-- Opening Marker --

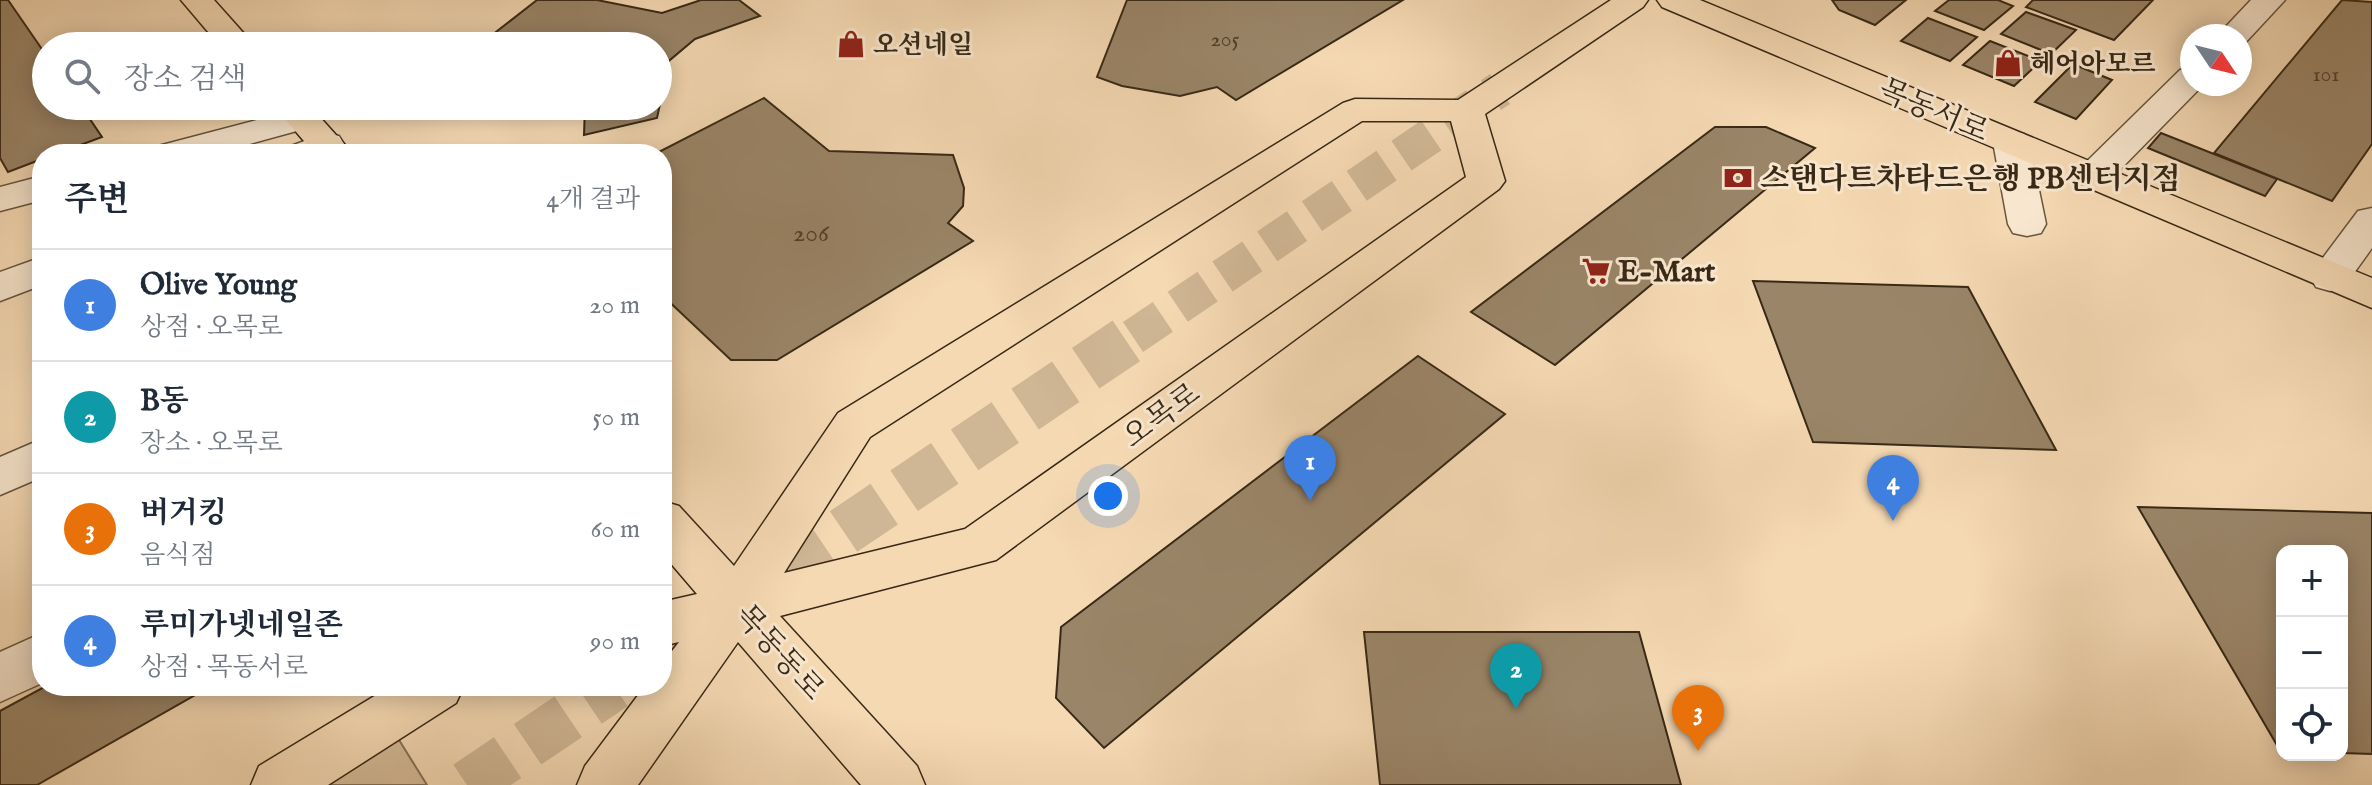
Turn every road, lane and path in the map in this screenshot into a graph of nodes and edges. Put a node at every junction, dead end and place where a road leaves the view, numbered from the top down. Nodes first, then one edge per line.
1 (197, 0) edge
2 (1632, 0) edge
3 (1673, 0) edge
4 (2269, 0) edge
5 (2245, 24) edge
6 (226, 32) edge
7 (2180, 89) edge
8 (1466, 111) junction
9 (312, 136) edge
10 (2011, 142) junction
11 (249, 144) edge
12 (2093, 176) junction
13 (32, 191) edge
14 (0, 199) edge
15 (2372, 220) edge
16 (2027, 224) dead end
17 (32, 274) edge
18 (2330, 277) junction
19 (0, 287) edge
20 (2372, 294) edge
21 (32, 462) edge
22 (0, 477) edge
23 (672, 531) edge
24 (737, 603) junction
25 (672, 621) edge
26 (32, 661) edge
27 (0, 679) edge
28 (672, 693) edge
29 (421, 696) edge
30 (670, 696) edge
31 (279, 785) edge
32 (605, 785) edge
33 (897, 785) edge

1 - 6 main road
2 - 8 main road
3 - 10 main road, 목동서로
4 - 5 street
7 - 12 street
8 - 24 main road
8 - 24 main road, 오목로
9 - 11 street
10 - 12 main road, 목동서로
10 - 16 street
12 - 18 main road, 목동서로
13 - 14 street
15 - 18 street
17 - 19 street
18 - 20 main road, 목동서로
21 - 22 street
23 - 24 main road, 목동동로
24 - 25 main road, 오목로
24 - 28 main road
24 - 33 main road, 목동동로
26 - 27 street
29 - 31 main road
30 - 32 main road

-- Closing Marker --

__Work to complete__
Since the pictures are not wanted, transcribe only the rest of the material above, exactly as it stands.

__Solution for this task__
Turn every road, lane and path in the map in this screenshot into a graph of nodes and edges. Put a node at every junction, dead end and place where a road leaves the view, numbered from the top down. Nodes first, then one edge per line.
1 (197, 0) edge
2 (1632, 0) edge
3 (1673, 0) edge
4 (2269, 0) edge
5 (2245, 24) edge
6 (226, 32) edge
7 (2180, 89) edge
8 (1466, 111) junction
9 (312, 136) edge
10 (2011, 142) junction
11 (249, 144) edge
12 (2093, 176) junction
13 (32, 191) edge
14 (0, 199) edge
15 (2372, 220) edge
16 (2027, 224) dead end
17 (32, 274) edge
18 (2330, 277) junction
19 (0, 287) edge
20 (2372, 294) edge
21 (32, 462) edge
22 (0, 477) edge
23 (672, 531) edge
24 (737, 603) junction
25 (672, 621) edge
26 (32, 661) edge
27 (0, 679) edge
28 (672, 693) edge
29 (421, 696) edge
30 (670, 696) edge
31 (279, 785) edge
32 (605, 785) edge
33 (897, 785) edge

1 - 6 main road
2 - 8 main road
3 - 10 main road, 목동서로
4 - 5 street
7 - 12 street
8 - 24 main road
8 - 24 main road, 오목로
9 - 11 street
10 - 12 main road, 목동서로
10 - 16 street
12 - 18 main road, 목동서로
13 - 14 street
15 - 18 street
17 - 19 street
18 - 20 main road, 목동서로
21 - 22 street
23 - 24 main road, 목동동로
24 - 25 main road, 오목로
24 - 28 main road
24 - 33 main road, 목동동로
26 - 27 street
29 - 31 main road
30 - 32 main road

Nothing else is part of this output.